If I Ran the Zoo features a young boy imagining a hunting expedition to the fictional land of Zomba-ma-tant where locals “wear their eyes at a slant.” Other pages also show the “African island of Yerka,” featuring squat African tribesmen with large hoops through their noses.
And To Think That I Saw It On Mulberry Street has its young protagonist imagining an increasingly fanciful street parade that includes “a Chinaman who eats with sticks,” a “Rajah, with rubies” and two fur-clad figures being pulled by a reindeer.
McElligot’s Pool follows a boy imagining the far-out things he’ll catch while fishing in a stagnant pond, including “Eskimo Fish from beyond Hudson Bay.”
Scrambled Eggs Super! has its young protagonist boasting about the increasingly rare eggs he would source for breakfast, including that of the Mt. Strookoo Cuckoo, for which he would enlist the help of a beturbaned helper named Ali.
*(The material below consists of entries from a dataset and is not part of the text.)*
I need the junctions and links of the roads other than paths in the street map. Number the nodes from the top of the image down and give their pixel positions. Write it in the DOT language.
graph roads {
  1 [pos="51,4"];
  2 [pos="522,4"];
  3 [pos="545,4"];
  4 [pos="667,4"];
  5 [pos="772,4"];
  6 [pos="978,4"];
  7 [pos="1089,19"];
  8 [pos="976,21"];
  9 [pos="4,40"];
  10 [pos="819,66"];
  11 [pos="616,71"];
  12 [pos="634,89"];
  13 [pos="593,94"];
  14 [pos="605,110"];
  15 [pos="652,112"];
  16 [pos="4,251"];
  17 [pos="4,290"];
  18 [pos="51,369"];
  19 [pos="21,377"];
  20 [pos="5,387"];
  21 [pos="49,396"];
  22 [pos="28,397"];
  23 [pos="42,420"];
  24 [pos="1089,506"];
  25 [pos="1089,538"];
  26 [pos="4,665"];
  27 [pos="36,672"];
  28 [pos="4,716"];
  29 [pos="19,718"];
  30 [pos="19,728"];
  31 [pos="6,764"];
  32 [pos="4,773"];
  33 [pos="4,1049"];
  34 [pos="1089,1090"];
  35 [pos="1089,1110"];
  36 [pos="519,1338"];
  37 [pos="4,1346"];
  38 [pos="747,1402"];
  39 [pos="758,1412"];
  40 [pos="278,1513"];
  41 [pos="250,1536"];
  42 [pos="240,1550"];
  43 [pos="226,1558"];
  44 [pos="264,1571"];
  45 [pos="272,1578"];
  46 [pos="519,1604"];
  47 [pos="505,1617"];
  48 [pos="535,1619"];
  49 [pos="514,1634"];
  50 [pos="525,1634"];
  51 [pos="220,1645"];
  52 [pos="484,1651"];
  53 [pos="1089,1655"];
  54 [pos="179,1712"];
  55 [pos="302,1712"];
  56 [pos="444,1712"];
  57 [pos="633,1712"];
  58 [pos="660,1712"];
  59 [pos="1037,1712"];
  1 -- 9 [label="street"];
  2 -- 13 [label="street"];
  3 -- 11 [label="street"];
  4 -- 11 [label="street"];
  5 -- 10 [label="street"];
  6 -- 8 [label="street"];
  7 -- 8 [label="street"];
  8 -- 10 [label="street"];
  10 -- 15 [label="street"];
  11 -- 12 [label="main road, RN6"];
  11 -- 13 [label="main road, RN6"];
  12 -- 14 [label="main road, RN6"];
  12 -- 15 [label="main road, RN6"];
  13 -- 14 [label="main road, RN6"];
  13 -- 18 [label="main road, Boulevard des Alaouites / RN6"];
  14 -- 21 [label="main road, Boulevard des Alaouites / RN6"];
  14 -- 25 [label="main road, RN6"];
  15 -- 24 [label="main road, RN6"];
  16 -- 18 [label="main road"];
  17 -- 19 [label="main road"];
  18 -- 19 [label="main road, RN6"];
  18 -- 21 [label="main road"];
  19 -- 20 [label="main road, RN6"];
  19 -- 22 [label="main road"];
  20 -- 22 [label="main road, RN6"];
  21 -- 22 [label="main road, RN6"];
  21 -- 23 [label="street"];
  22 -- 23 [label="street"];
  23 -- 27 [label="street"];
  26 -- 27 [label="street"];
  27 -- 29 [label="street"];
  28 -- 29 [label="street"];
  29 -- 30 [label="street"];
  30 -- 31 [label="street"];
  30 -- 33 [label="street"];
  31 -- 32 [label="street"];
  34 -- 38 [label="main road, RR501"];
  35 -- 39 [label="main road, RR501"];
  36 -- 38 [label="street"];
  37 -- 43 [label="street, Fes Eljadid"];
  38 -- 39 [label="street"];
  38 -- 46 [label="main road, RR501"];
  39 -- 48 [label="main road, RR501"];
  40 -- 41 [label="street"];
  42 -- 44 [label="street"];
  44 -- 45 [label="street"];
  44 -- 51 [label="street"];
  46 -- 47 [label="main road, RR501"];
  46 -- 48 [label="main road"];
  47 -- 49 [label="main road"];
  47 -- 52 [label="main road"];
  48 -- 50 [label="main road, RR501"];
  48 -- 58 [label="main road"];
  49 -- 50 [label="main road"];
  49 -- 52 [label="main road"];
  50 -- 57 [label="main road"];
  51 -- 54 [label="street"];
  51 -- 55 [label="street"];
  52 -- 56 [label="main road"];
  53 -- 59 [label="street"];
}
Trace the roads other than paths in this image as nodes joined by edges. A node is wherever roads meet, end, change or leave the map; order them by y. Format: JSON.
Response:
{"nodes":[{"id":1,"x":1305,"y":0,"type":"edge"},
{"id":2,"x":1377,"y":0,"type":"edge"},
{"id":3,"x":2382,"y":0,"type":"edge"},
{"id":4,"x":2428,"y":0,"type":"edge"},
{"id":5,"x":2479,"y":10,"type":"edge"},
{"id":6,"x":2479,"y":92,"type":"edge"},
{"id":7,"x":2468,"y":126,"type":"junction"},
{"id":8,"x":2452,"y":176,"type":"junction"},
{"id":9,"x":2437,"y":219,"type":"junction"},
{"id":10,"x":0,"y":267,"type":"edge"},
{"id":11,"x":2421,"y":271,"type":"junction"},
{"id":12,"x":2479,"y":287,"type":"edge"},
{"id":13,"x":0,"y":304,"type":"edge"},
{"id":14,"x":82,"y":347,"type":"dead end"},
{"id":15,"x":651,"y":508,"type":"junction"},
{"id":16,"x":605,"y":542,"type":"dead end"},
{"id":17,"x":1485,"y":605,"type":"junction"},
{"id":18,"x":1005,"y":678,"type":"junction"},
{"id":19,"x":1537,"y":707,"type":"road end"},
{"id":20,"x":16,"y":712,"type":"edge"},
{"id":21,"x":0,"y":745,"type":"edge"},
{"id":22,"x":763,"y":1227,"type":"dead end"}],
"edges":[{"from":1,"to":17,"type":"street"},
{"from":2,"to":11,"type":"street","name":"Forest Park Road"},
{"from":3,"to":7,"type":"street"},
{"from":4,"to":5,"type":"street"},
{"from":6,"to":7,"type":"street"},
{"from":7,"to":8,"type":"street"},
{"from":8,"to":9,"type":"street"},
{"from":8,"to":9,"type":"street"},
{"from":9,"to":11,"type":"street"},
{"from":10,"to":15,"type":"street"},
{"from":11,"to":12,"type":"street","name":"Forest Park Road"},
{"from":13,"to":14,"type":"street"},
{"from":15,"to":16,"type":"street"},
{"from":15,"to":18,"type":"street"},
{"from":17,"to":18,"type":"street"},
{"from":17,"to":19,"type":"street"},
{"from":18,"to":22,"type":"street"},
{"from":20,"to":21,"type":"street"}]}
The people of the fictional Arctic nation of Fa-Zoal are also shown clad in furs and paddling skin boats in order to harvest eggs from a “Grice.”
The Cat’s Quizzer, the most recent (and least popular) of the six books appears to have gotten pulled because of a page 11 illustration of a yellow figure in a coolie hat with the caption, “how old do you have to be to be a Japanese?”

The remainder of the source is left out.